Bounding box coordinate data
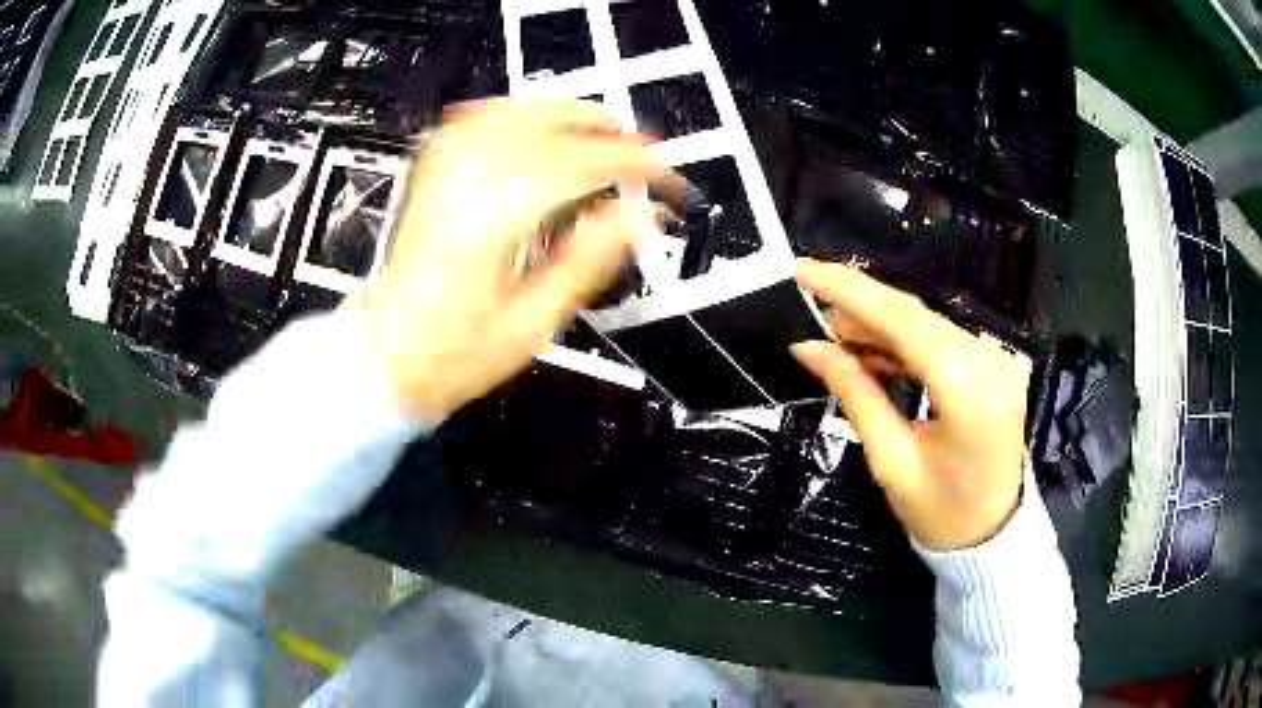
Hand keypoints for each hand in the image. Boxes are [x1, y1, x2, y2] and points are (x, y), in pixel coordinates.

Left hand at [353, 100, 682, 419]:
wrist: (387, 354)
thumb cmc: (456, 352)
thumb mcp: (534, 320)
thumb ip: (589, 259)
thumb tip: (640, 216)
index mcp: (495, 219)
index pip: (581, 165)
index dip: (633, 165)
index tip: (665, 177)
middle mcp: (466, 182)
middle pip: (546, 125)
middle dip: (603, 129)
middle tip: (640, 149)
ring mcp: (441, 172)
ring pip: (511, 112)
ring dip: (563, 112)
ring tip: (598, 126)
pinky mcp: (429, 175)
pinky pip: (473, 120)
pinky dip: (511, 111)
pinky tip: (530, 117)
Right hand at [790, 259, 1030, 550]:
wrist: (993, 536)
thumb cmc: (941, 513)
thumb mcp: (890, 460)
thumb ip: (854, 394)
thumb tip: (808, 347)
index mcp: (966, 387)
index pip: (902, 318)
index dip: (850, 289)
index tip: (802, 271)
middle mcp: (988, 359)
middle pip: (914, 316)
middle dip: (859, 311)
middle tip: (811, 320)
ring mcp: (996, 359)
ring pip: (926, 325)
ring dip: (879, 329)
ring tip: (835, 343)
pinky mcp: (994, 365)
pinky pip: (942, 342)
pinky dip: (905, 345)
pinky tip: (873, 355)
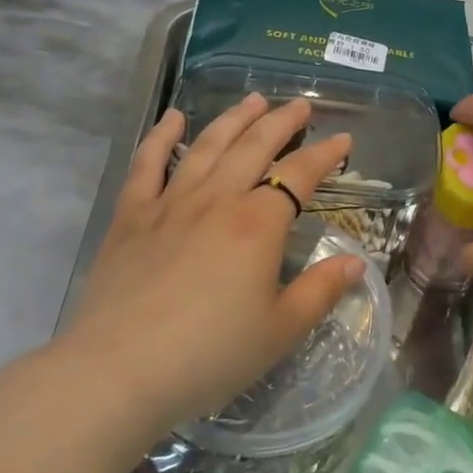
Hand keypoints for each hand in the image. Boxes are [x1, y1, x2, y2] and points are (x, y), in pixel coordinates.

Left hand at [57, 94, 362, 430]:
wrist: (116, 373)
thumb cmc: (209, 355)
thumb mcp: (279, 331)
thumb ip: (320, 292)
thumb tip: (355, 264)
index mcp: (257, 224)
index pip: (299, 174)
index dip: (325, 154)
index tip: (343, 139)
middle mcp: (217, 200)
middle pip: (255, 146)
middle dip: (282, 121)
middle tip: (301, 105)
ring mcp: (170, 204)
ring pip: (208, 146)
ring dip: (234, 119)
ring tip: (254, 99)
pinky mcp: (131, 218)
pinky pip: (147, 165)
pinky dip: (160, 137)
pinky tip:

» **What you should do**:
Report the count of lines in the entries that contain the string "middle", and nothing besides it.

» **Response to this exercise**:
12